* _WHAT TO DO_:
Which lines of the material hold the word "meet"? Copy each one.

* _THE DATA_:
= = = =
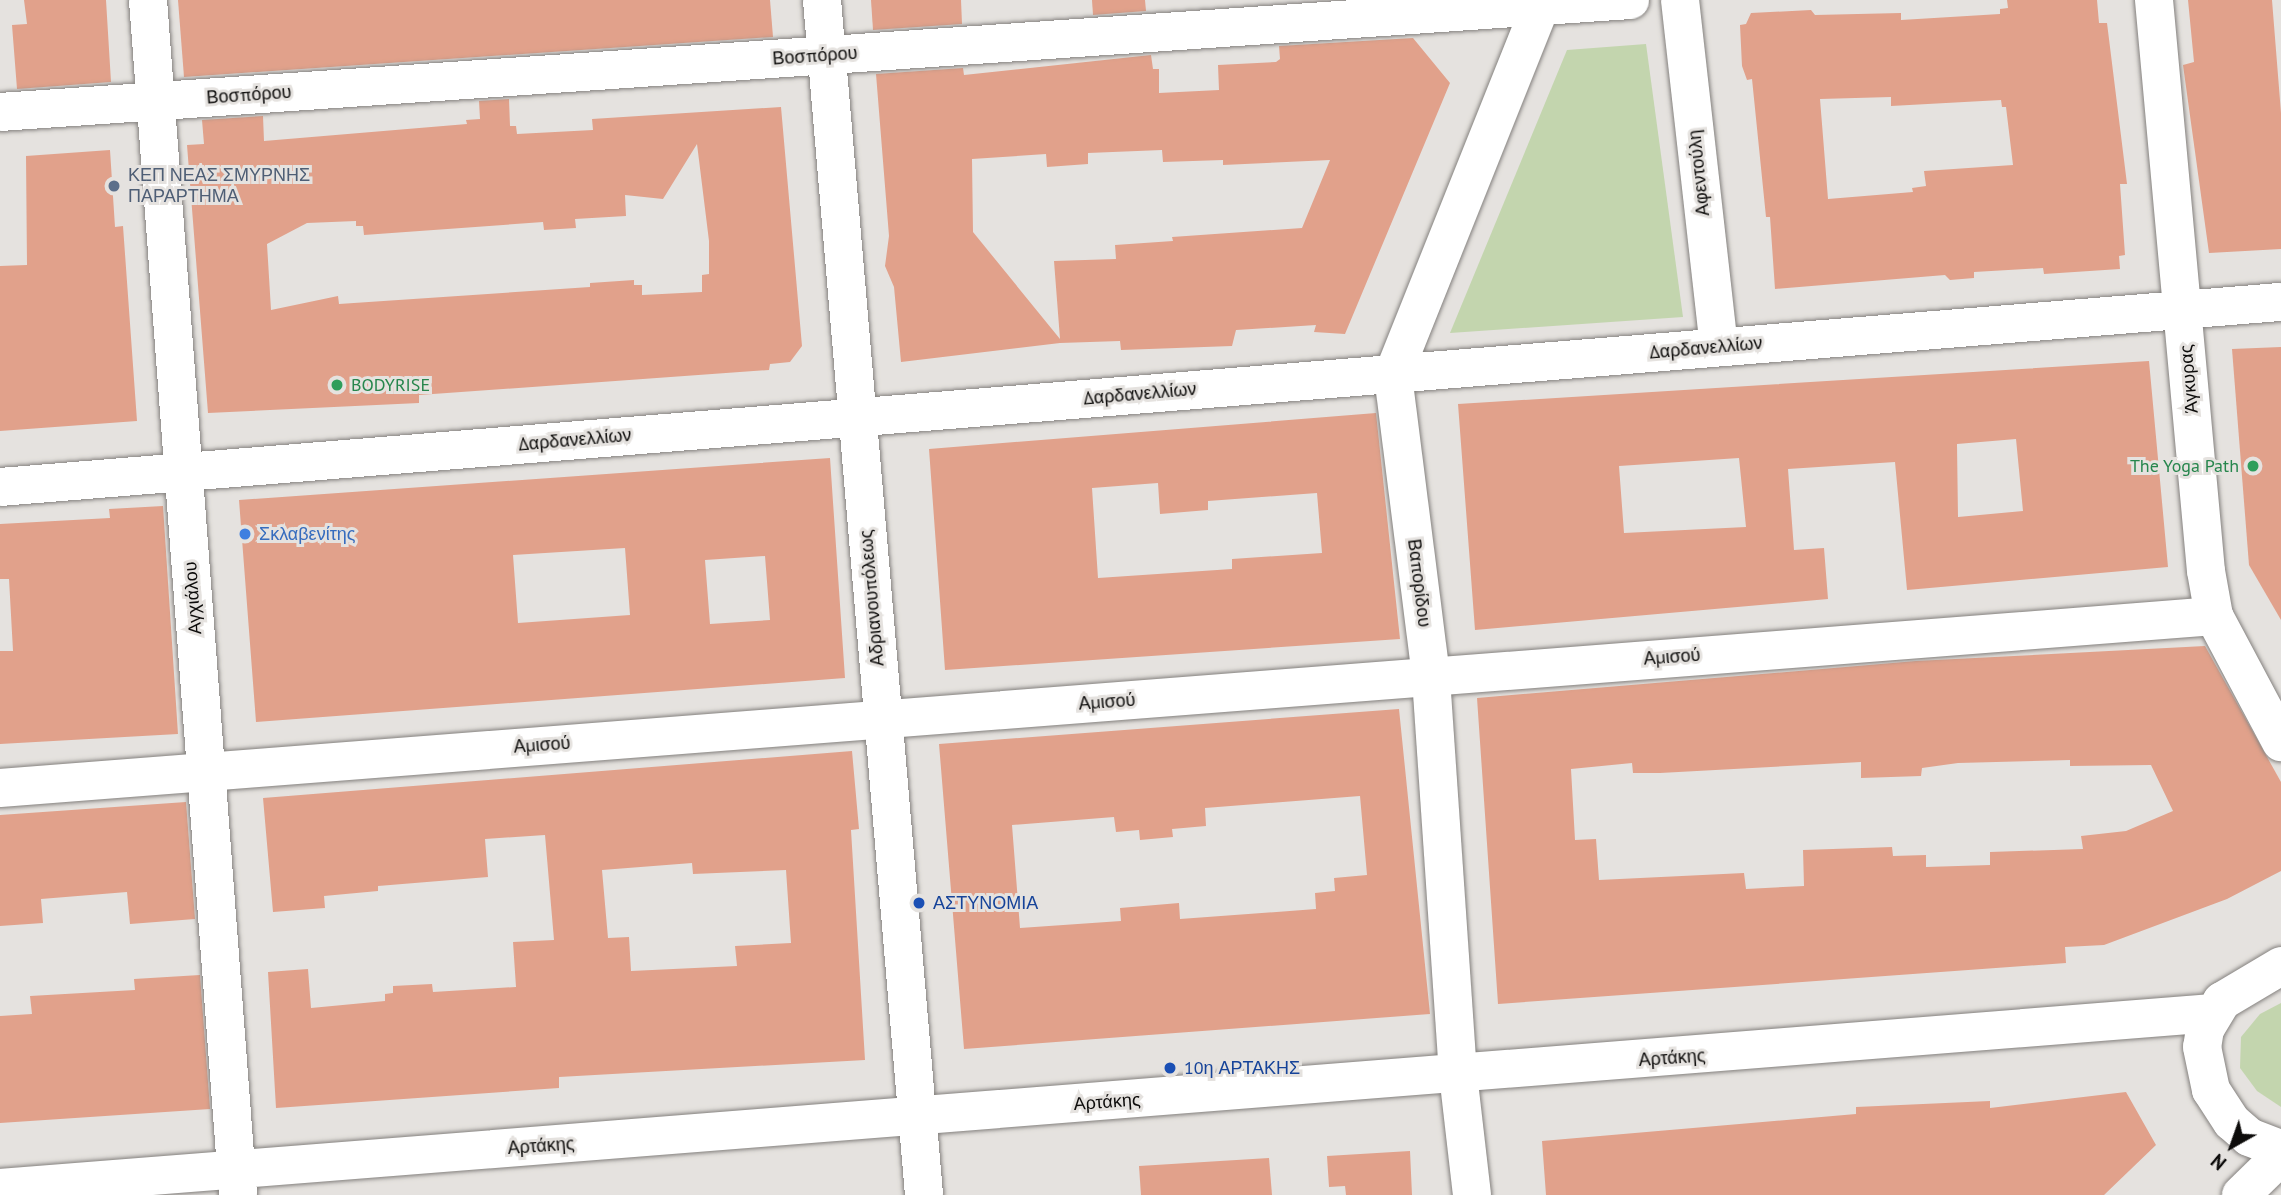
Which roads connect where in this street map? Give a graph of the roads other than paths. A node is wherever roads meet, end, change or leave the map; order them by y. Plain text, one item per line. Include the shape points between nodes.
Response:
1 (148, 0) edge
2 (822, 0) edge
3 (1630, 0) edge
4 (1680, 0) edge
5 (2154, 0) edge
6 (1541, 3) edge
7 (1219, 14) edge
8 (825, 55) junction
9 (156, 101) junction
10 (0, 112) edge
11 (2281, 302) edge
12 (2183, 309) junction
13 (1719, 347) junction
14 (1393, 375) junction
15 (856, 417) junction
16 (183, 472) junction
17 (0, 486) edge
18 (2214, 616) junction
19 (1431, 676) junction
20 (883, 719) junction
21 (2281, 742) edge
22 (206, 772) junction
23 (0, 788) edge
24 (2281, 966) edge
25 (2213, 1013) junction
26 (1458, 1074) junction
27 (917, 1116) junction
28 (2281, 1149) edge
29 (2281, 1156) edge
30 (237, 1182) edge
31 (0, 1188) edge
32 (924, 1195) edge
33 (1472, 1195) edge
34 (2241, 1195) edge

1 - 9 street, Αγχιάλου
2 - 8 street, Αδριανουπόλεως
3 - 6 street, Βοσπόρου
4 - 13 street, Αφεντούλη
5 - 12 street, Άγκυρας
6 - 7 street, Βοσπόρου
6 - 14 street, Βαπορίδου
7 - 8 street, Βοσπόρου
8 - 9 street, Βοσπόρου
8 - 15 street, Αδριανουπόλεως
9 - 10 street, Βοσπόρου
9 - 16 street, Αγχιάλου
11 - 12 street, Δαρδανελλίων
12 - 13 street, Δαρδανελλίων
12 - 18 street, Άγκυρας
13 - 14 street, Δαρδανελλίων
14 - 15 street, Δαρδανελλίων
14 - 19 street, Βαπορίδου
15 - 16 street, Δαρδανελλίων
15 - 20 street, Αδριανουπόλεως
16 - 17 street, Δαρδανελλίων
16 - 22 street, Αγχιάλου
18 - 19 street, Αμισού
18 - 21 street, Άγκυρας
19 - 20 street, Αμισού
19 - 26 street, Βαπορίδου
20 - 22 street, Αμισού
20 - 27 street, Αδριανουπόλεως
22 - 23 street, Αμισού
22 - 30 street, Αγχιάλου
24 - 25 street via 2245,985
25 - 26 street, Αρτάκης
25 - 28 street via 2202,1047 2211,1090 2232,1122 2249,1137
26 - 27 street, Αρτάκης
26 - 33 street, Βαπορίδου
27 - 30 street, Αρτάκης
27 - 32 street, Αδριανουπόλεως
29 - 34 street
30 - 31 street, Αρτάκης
= = = =
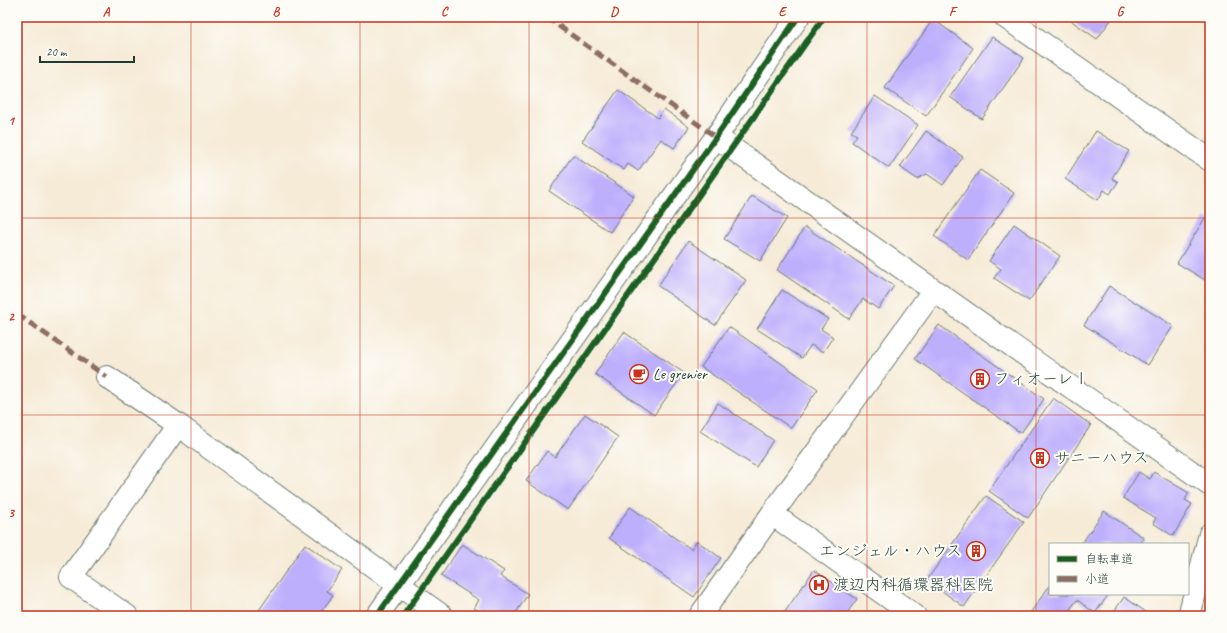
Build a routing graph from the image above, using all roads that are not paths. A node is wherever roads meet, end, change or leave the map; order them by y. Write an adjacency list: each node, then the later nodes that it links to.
= = = =
* _RESPONSE TO THIS EXERCISE_:
Which roads connect where in this street map? Give a graph of the roads other than paths. A node is wherever roads meet, end, change or leave the map; order them by y. Plain text, one item per line. Include the shape points between nodes.
Build a routing graph from the image above, using all roads that are not paths. A node is wherever roads meet, end, change or leave the map; order them by y. Write an adjacency list: each node, then the later nodes that it links to.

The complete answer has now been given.